**Task requirements:**
The answer must be an exact copy of the lines from the top of the listing below through the line with "pinky pip: (844, 572)", with no pictures.

___ Records for processing

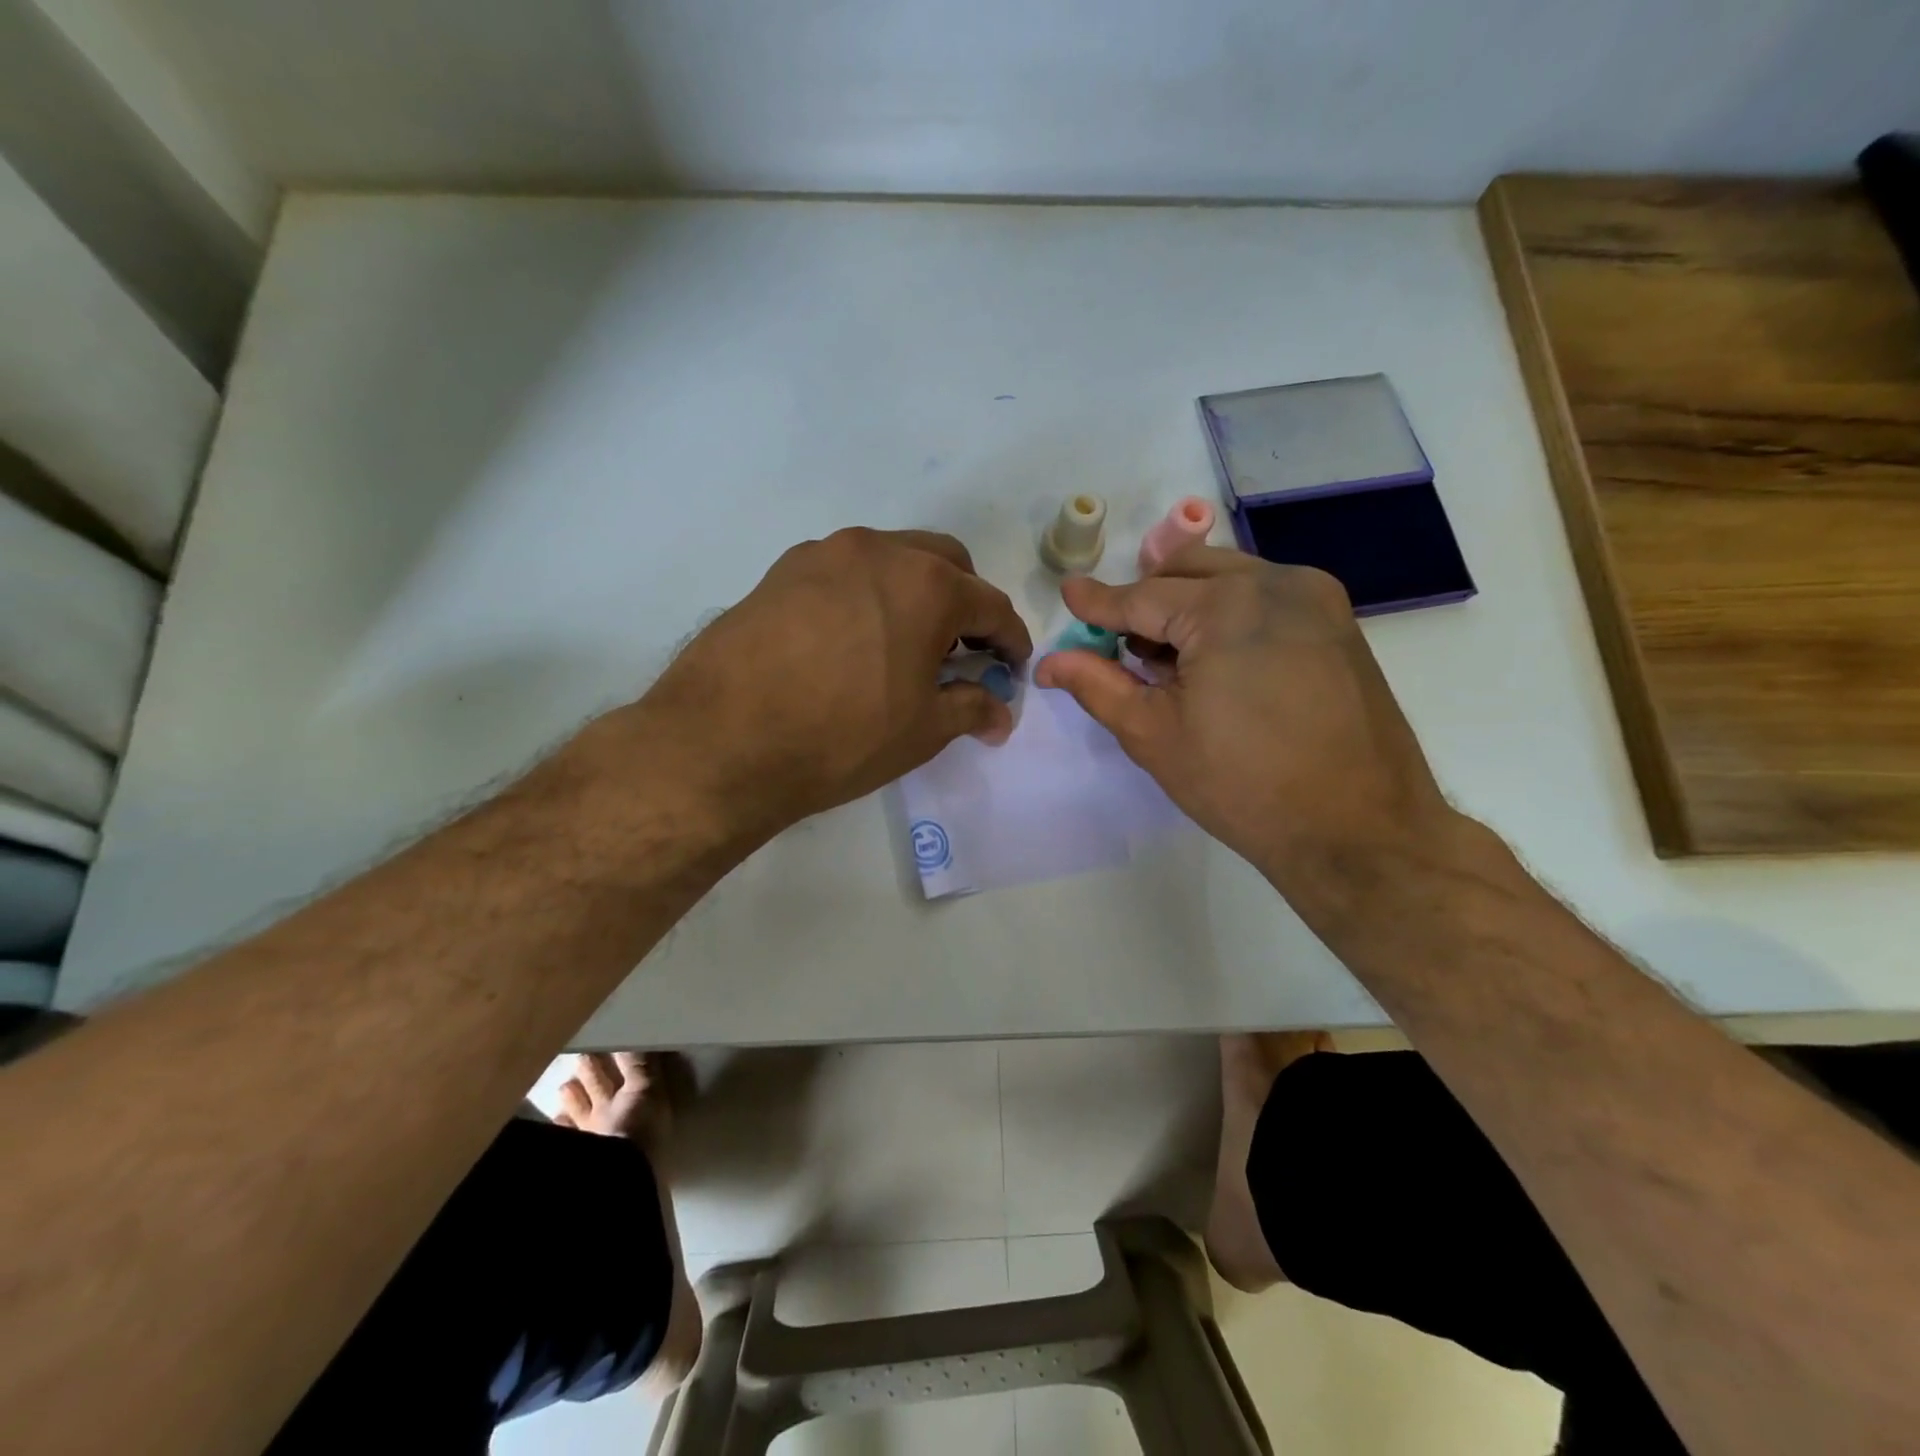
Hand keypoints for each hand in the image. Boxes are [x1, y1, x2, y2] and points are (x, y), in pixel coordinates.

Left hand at [625, 528, 1030, 842]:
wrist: (722, 740)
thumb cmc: (841, 736)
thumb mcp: (922, 730)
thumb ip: (971, 709)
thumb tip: (1000, 713)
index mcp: (927, 585)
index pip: (991, 605)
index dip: (1010, 641)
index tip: (1011, 669)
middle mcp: (880, 551)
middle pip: (946, 564)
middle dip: (965, 604)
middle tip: (960, 651)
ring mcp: (824, 554)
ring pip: (891, 559)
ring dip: (914, 593)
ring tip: (904, 644)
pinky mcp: (782, 570)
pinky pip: (844, 572)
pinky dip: (866, 596)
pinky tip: (851, 640)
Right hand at [1033, 547, 1458, 902]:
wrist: (1357, 829)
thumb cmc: (1242, 785)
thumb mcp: (1153, 735)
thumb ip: (1097, 686)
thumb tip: (1051, 662)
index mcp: (1225, 607)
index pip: (1142, 597)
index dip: (1099, 602)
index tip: (1069, 594)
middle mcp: (1276, 583)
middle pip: (1187, 571)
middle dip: (1146, 598)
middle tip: (1120, 642)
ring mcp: (1317, 599)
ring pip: (1230, 578)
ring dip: (1188, 604)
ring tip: (1168, 659)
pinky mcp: (1339, 623)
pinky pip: (1266, 597)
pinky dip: (1229, 613)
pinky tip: (1217, 662)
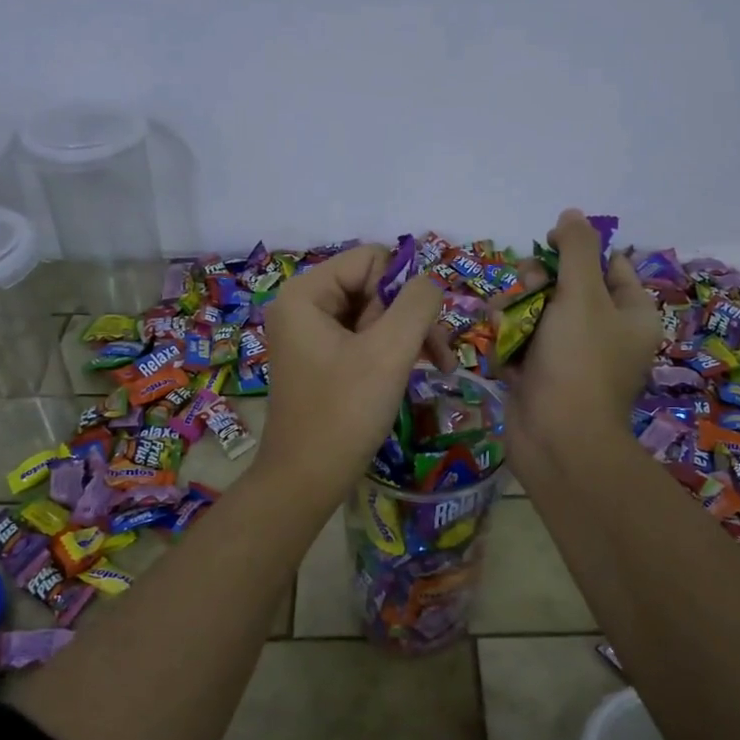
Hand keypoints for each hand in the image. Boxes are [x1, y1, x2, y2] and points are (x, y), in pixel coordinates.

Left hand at [256, 244, 443, 508]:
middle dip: (409, 317)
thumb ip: (417, 303)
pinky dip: (393, 352)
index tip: (416, 331)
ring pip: (376, 314)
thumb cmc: (344, 413)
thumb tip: (431, 281)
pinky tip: (415, 374)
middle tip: (434, 356)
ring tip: (435, 367)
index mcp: (306, 293)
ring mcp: (312, 335)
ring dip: (408, 336)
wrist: (306, 481)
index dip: (403, 288)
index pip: (371, 258)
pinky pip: (366, 339)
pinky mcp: (323, 360)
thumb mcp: (389, 352)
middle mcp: (304, 306)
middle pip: (374, 285)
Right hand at [504, 209, 658, 463]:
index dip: (578, 251)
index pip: (610, 266)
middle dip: (537, 283)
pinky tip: (502, 351)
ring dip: (514, 312)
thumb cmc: (578, 361)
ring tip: (503, 322)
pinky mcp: (540, 376)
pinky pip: (521, 344)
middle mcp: (604, 333)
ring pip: (536, 313)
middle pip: (565, 286)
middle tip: (527, 290)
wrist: (557, 439)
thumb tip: (570, 214)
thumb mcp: (583, 295)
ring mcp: (570, 357)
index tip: (548, 245)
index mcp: (630, 313)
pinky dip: (509, 343)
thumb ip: (576, 249)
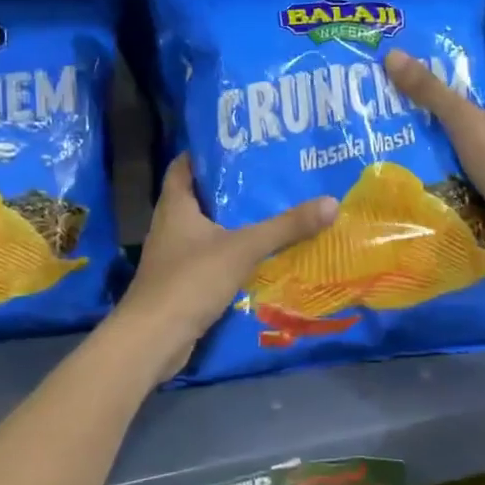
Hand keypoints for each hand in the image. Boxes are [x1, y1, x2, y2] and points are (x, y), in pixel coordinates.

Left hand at [119, 155, 338, 377]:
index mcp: (175, 206)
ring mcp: (173, 257)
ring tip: (269, 211)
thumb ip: (285, 227)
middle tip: (266, 176)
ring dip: (232, 222)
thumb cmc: (191, 280)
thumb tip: (331, 203)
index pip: (184, 166)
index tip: (238, 144)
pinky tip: (257, 255)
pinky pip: (209, 258)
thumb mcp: (243, 248)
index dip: (206, 153)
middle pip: (199, 197)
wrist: (153, 339)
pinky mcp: (181, 284)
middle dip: (229, 188)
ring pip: (205, 230)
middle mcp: (170, 226)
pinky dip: (230, 253)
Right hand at [383, 50, 484, 254]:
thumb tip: (393, 54)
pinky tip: (455, 180)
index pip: (482, 87)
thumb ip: (429, 91)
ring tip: (432, 156)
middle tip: (422, 130)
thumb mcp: (462, 121)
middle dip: (458, 123)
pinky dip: (478, 173)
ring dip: (467, 150)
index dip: (455, 93)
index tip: (427, 103)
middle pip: (484, 116)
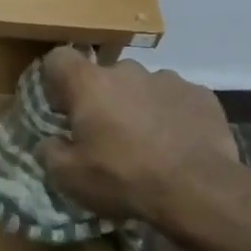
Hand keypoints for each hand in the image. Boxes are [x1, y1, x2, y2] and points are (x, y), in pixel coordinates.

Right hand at [36, 48, 240, 231]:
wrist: (198, 191)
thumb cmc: (123, 179)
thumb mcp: (69, 177)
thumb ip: (50, 152)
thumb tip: (50, 141)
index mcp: (89, 84)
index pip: (59, 59)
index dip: (56, 81)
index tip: (63, 109)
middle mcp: (127, 71)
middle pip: (104, 76)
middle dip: (102, 99)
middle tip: (107, 135)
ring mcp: (168, 79)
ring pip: (142, 87)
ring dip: (138, 106)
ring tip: (147, 143)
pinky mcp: (201, 95)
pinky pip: (176, 99)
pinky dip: (172, 115)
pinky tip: (178, 144)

______

**Response for this exercise:**
Hand keypoints for each hand in the image. Boxes are [x1, y1, x2, y2] and points are (x, y), in pixel coordinates.

Left hand at [625, 528, 1030, 842]:
wrist: (722, 740)
thumb cmc: (841, 736)
thumb mcp: (922, 730)
thumb ip: (971, 709)
thumb tip: (1000, 713)
index mcp: (927, 585)
index pip: (991, 605)
index dip: (1010, 641)
index tip: (1011, 669)
middle mcp: (880, 551)
middle pip: (946, 564)
middle dip: (965, 604)
middle tip: (960, 651)
ring mcp: (824, 554)
ring pip: (891, 559)
ring dip: (914, 593)
ring tip: (904, 644)
pinky mcp: (782, 570)
pinky pip: (844, 572)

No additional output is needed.